Acceptability of Dietary Fibre-based Foods

NCT03477981 · Status: COMPLETED · Phase: NA · Type: INTERVENTIONAL · Enrollment: 54

Last updated 2018-03-29

No results posted yet for this study

Summary

Obesity is a wide reaching problem in the United Kingdom. The most widely used obesity therapies are based around drugs that reduce dietary fat digestion, and thereby reduce uptake of calories from the diet.
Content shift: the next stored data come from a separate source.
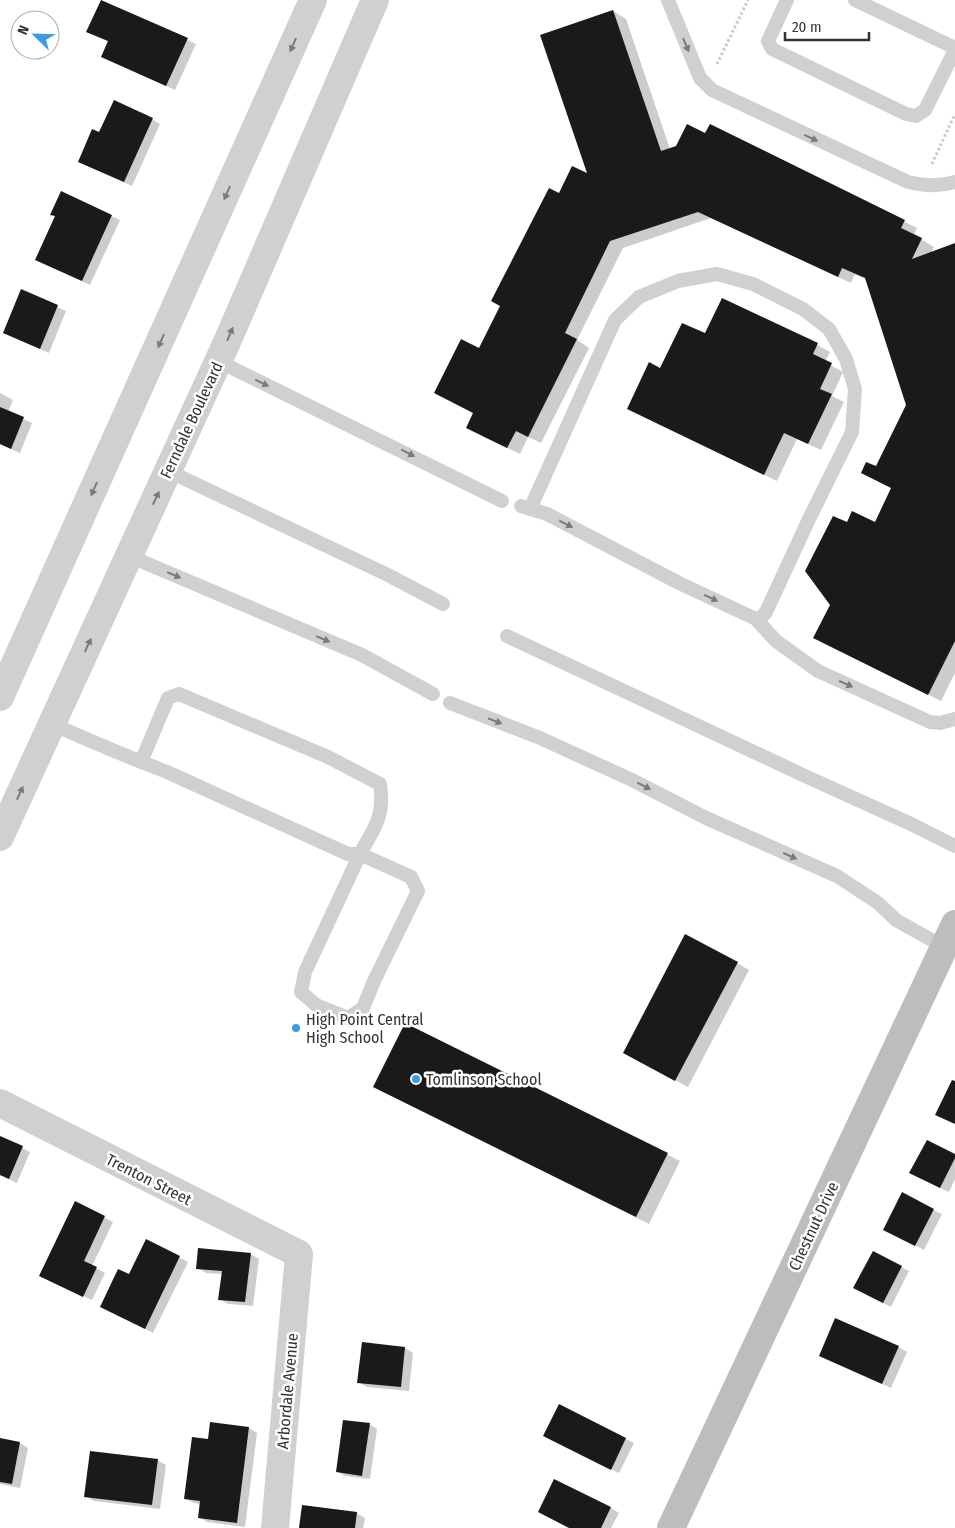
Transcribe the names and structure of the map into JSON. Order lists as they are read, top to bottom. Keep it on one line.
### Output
{"streets":{"street":["Ferndale Boulevard","Trenton Street","Chestnut Drive","Arbordale Avenue"]},"crossings":[["Trenton Street","Arbordale Avenue"]],"places":["High Point Central High School","Tomlinson School"],"scale_bar":"20 m","north":"top left"}
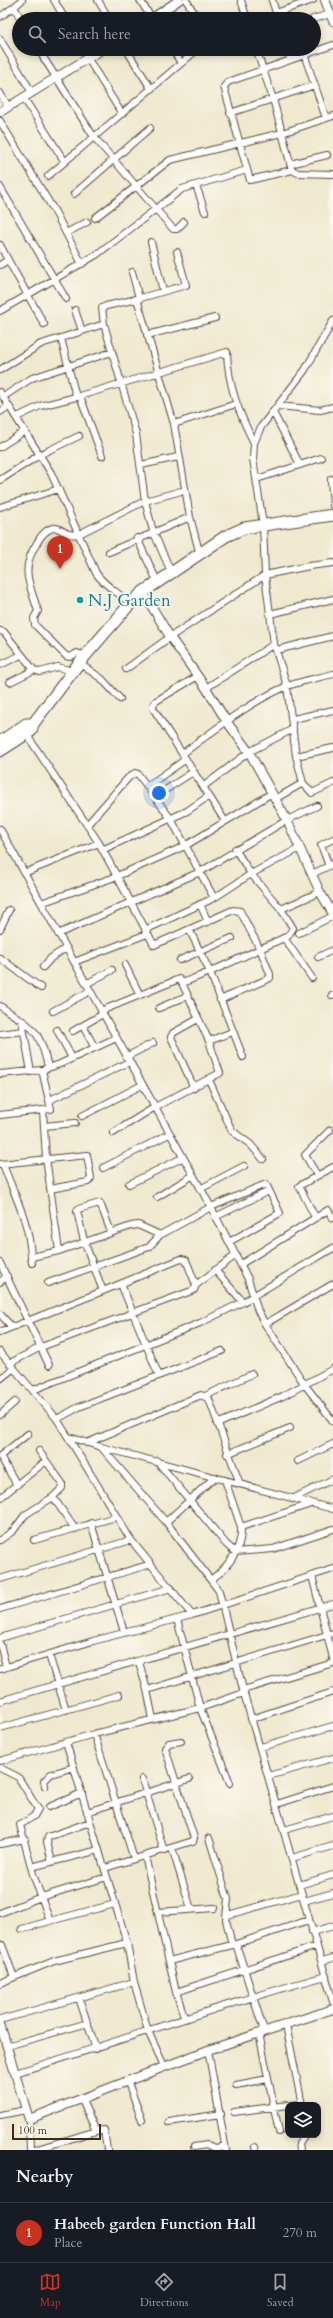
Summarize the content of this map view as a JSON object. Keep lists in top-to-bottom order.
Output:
{
  "places": ["N.J Garden"],
  "scale_bar": "100 m",
  "page": {
    "search": "Search here",
    "pins": "1",
    "scale": "100 m",
    "heading": "Nearby",
    "list": [
      {
        "mark": "1",
        "name": "Habeeb garden Function Hall",
        "note": "Place",
        "value": "270 m"
      }
    ],
    "nav": ["Map", "Directions", "Saved"]
  }
}
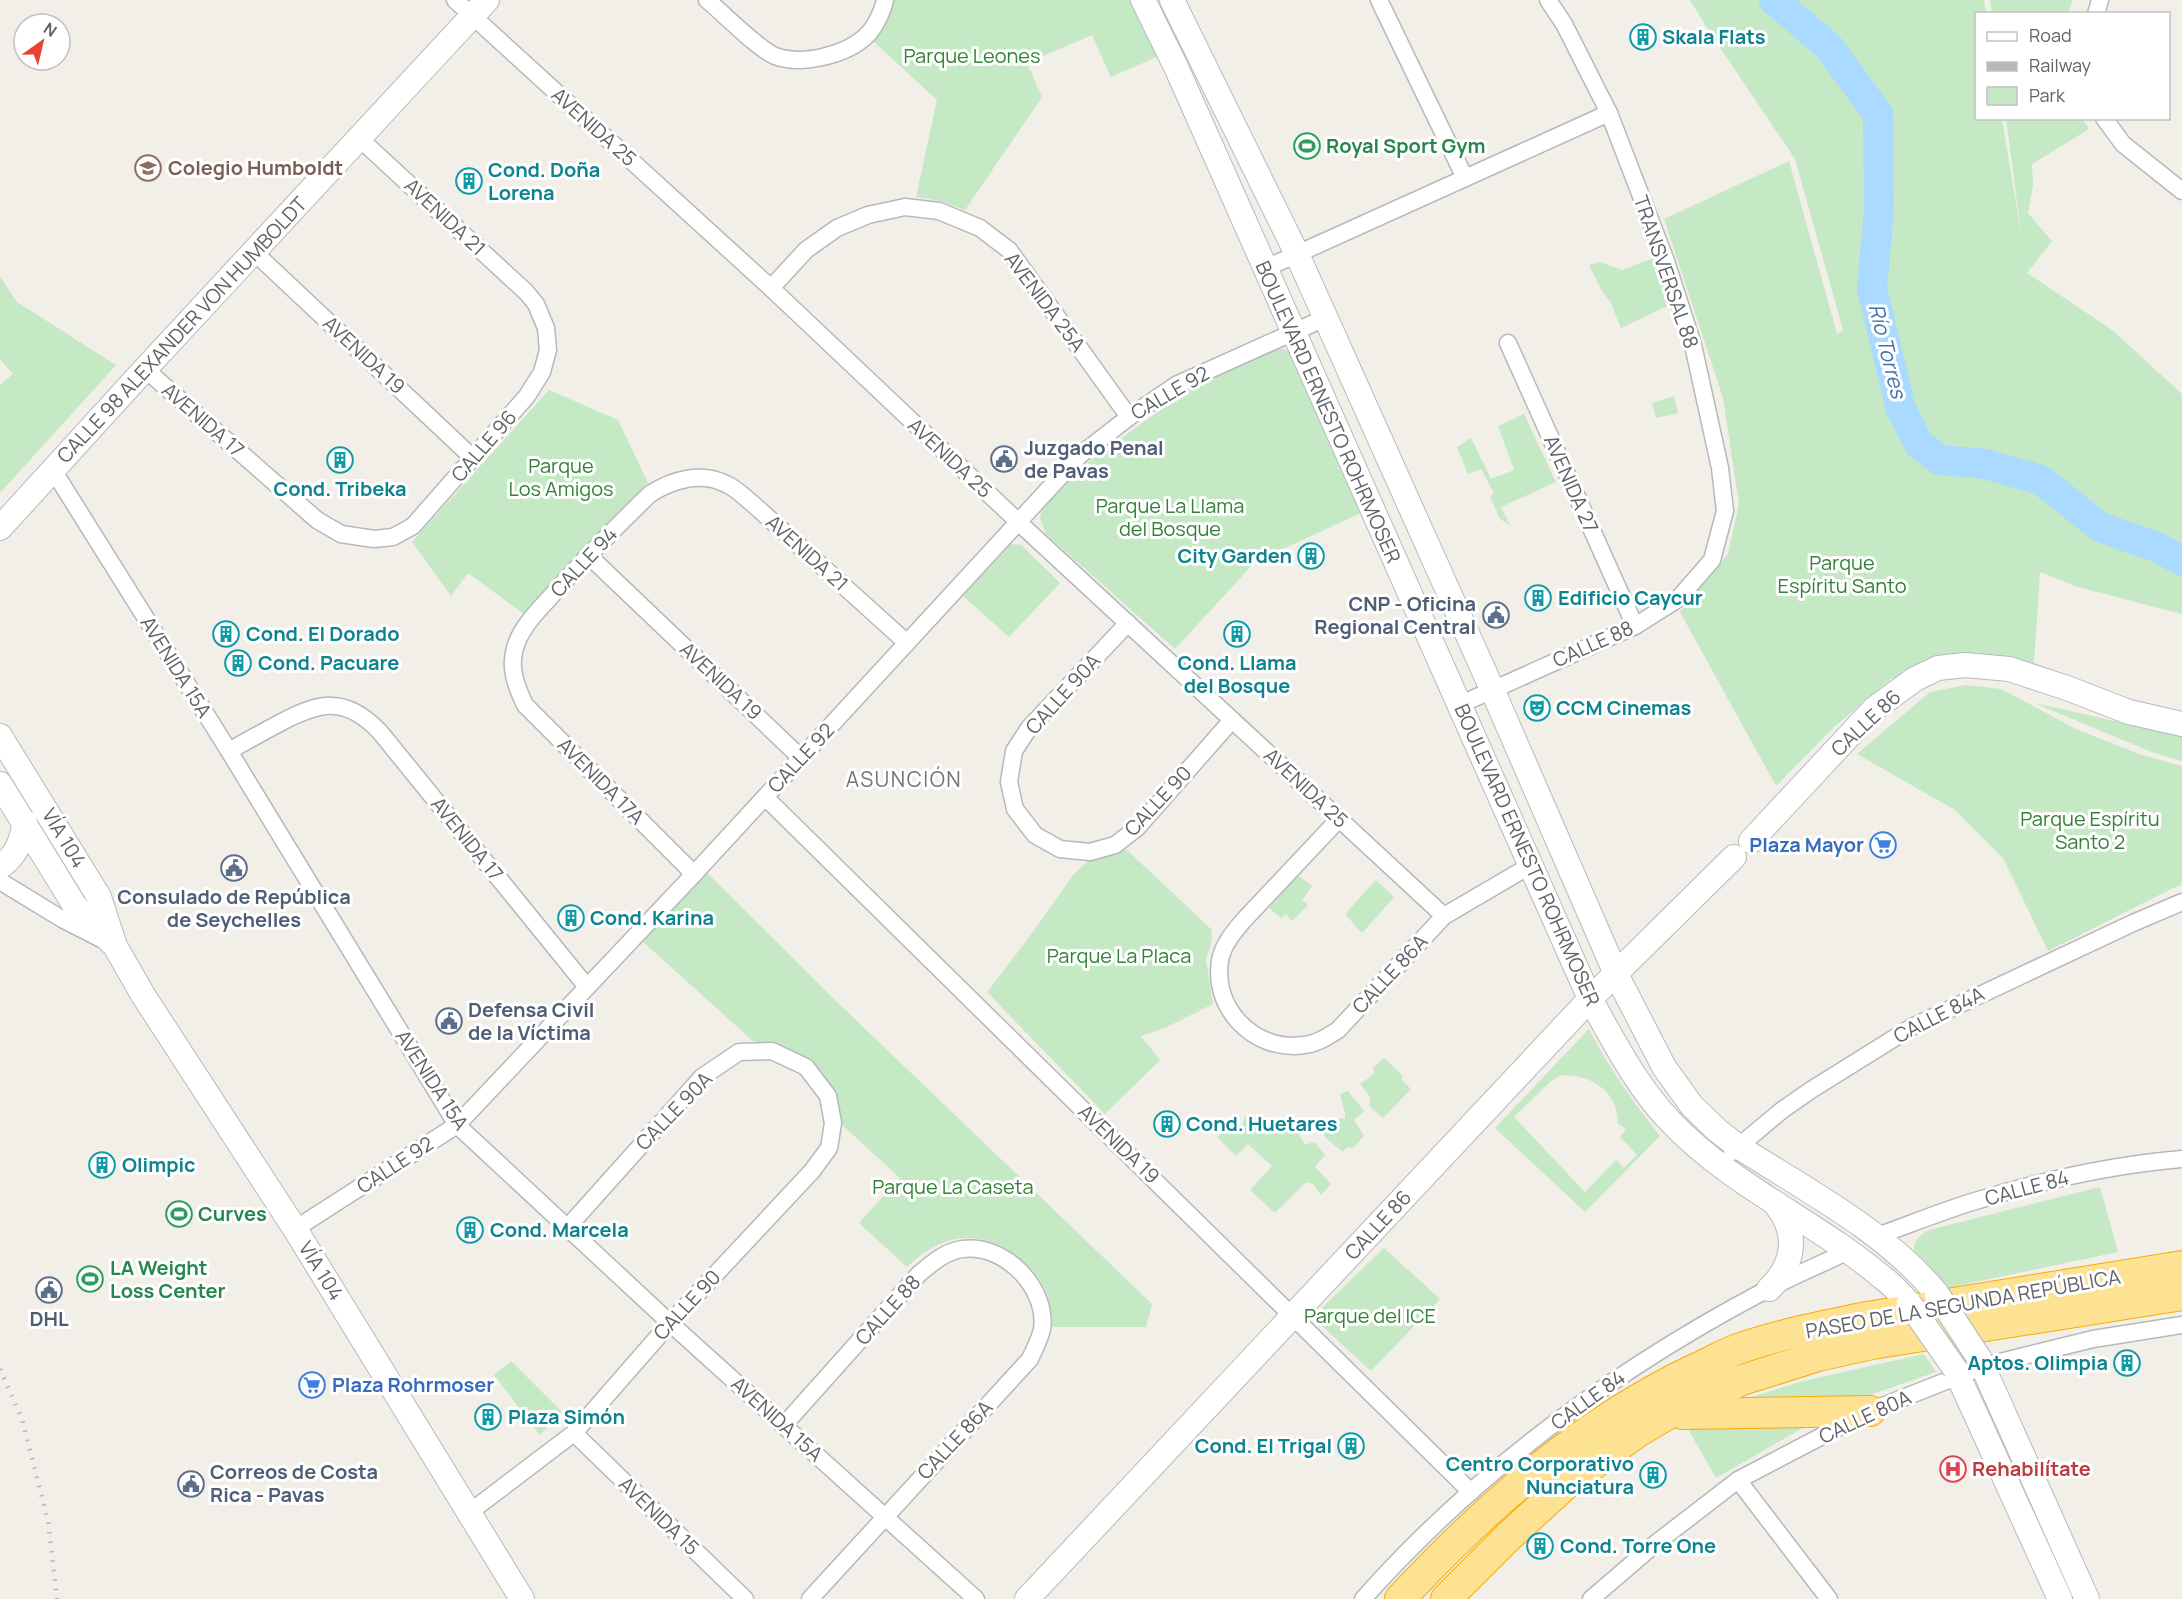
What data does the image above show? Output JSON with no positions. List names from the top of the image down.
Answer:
{
  "streets": {
    "highway": ["PASEO DE LA SEGUNDA REPÚBLICA"],
    "main road": [
      "CALLE 98 ALEXANDER VON HUMBOLDT",
      "BOULEVARD ERNESTO ROHRMOSER",
      "CALLE 86",
      "VÍA 104"
    ],
    "street": [
      "AVENIDA 25",
      "AVENIDA 21",
      "TRANSVERSAL 88",
      "AVENIDA 25A",
      "AVENIDA 19",
      "CALLE 92",
      "AVENIDA 17",
      "CALLE 96",
      "AVENIDA 27",
      "CALLE 94",
      "CALLE 88",
      "AVENIDA 15A",
      "CALLE 90A",
      "AVENIDA 17A",
      "CALLE 90",
      "CALLE 86A",
      "CALLE 84A",
      "CALLE 84",
      "CALLE 80A",
      "AVENIDA 15"
    ]
  },
  "crossings": [
    ["AVENIDA 25", "AVENIDA 25A"],
    ["AVENIDA 25", "CALLE 98 ALEXANDER VON HUMBOLDT"],
    ["AVENIDA 25", "CALLE 92"],
    ["AVENIDA 25", "CALLE 90A"],
    ["AVENIDA 25", "CALLE 90"],
    ["AVENIDA 25", "CALLE 86A"],
    ["AVENIDA 21", "CALLE 98 ALEXANDER VON HUMBOLDT"],
    ["AVENIDA 21", "CALLE 92"],
    ["AVENIDA 21", "CALLE 96"],
    ["AVENIDA 21", "CALLE 94"],
    ["TRANSVERSAL 88", "CALLE 88"],
    ["AVENIDA 25A", "CALLE 92"],
    ["CALLE 98 ALEXANDER VON HUMBOLDT", "AVENIDA 19"],
    ["CALLE 98 ALEXANDER VON HUMBOLDT", "AVENIDA 17"],
    ["CALLE 98 ALEXANDER VON HUMBOLDT", "AVENIDA 15A"],
    ["AVENIDA 19", "CALLE 92"],
    ["AVENIDA 19", "CALLE 96"],
    ["AVENIDA 19", "CALLE 94"],
    ["AVENIDA 19", "CALLE 86"],
    ["AVENIDA 19", "CALLE 84"],
    ["CALLE 92", "BOULEVARD ERNESTO ROHRMOSER"],
    ["CALLE 92", "AVENIDA 17"],
    ["CALLE 92", "AVENIDA 15A"],
    ["CALLE 92", "AVENIDA 17A"],
    ["CALLE 92", "VÍA 104"],
    ["BOULEVARD ERNESTO ROHRMOSER", "CALLE 88"],
    ["BOULEVARD ERNESTO ROHRMOSER", "CALLE 86"],
    ["BOULEVARD ERNESTO ROHRMOSER", "CALLE 86A"],
    ["BOULEVARD ERNESTO ROHRMOSER", "CALLE 84A"],
    ["BOULEVARD ERNESTO ROHRMOSER", "CALLE 84"],
    ["BOULEVARD ERNESTO ROHRMOSER", "CALLE 80A"],
    ["AVENIDA 17", "CALLE 96"],
    ["AVENIDA 17", "AVENIDA 15A"],
    ["AVENIDA 27", "CALLE 88"],
    ["CALLE 94", "AVENIDA 17A"],
    ["CALLE 88", "AVENIDA 15A"],
    ["CALLE 88", "CALLE 86A"],
    ["AVENIDA 15A", "CALLE 90A"],
    ["AVENIDA 15A", "CALLE 90"],
    ["AVENIDA 15A", "CALLE 86A"],
    ["CALLE 90A", "CALLE 90"],
    ["CALLE 90", "VÍA 104"],
    ["CALLE 90", "AVENIDA 15"]
  ],
  "districts": ["ASUNCIÓN"],
  "water": ["Río Torres"],
  "parks": [
    "Parque Leones",
    "Parque Los Amigos",
    "Parque La Llama del Bosque",
    "Parque Espíritu Santo",
    "Parque Espíritu Santo 2",
    "Parque La Placa",
    "Parque La Caseta",
    "Parque del ICE"
  ],
  "places": {
    "building": [
      "Skala Flats",
      "Cond. Doña Lorena",
      "Cond. Tribeka",
      "City Garden",
      "Edificio Caycur",
      "Cond. El Dorado",
      "Cond. Llama del Bosque",
      "Cond. Pacuare",
      "Cond. Karina",
      "Cond. Huetares",
      "Olimpic",
      "Cond. Marcela",
      "Aptos. Olimpia",
      "Plaza Simón",
      "Cond. El Trigal",
      "Centro Corporativo Nunciatura",
      "Cond. Torre One"
    ],
    "sports": ["Royal Sport Gym", "Curves", "LA Weight Loss Center"],
    "school or university": ["Colegio Humboldt"],
    "public building": [
      "Juzgado Penal de Pavas",
      "CNP - Oficina Regional Central",
      "Consulado de República de Seychelles",
      "Defensa Civil de la Víctima",
      "DHL",
      "Correos de Costa Rica - Pavas"
    ],
    "theatre": ["CCM Cinemas"],
    "supermarket": ["Plaza Mayor", "Plaza Rohrmoser"],
    "hospital": ["Rehabilítate"]
  },
  "legend": ["Road", "Railway", "Park"],
  "north": "top right"
}
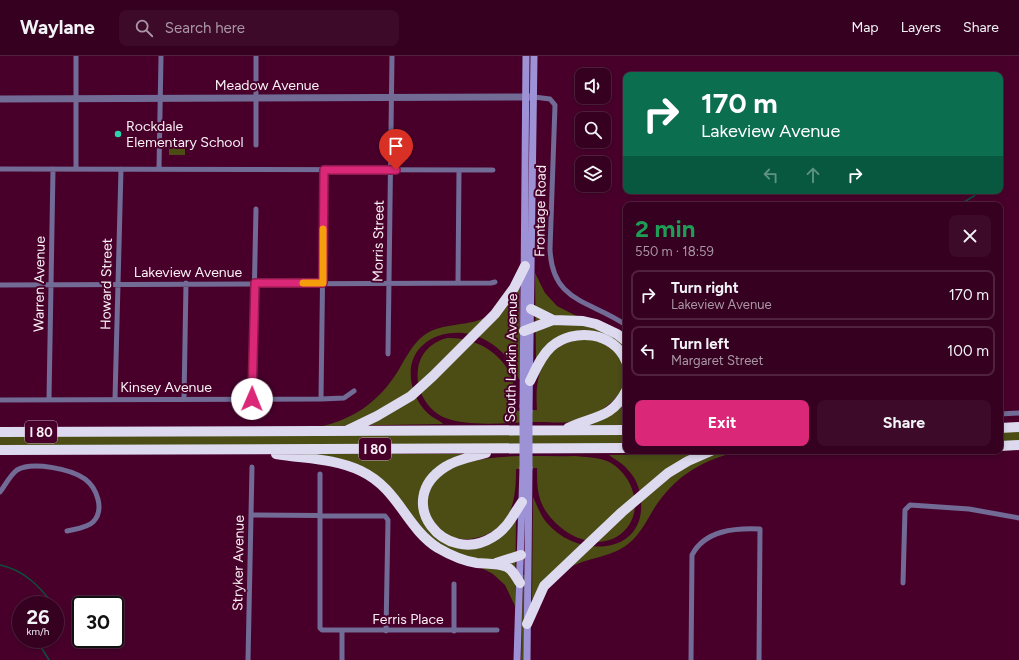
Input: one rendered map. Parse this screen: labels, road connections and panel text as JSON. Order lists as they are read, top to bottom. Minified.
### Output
{"streets":{"highway":["I 80"],"main road":["South Larkin Avenue"],"street":["Meadow Avenue","Frontage Road","Morris Street","Lakeview Avenue","Warren Avenue","Howard Street","Kinsey Avenue","Stryker Avenue","Ferris Place"]},"crossings":[["Meadow Avenue","Frontage Road"],["Meadow Avenue","Morris Street"],["Meadow Avenue","South Larkin Avenue"],["Frontage Road","South Larkin Avenue"],["Morris Street","Lakeview Avenue"],["Lakeview Avenue","Warren Avenue"],["Lakeview Avenue","Howard Street"],["Warren Avenue","Kinsey Avenue"],["Howard Street","Kinsey Avenue"]],"places":["Rockdale Elementary School"],"page":{"header":"Waylane","search":"Search here","nav":["Map","Layers","Share"],"turn":["170 m","Lakeview Avenue"],"heading":["2 min","550 m · 18:59"],"list":[{"name":"Turn right","note":"Lakeview Avenue","value":"170 m"},{"name":"Turn left","note":"Margaret Street","value":"100 m"}],"buttons":["Exit","Share"],"speed":"26 km/h","limit":"30"}}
While such therapies have proved effective, patient compliance is low due to the unwanted gastrointestinal side effects of these drugs. Dietary fibre is generally classified as dietary material of plant origin that is indigestible to humans. Dietary fibre is in fact a wide range of different compounds that have varied effects on the human body. Initial findings from this laboratory suggest that some types of fibre can greatly reduce the rate that fat is digested and absorbed in the gut.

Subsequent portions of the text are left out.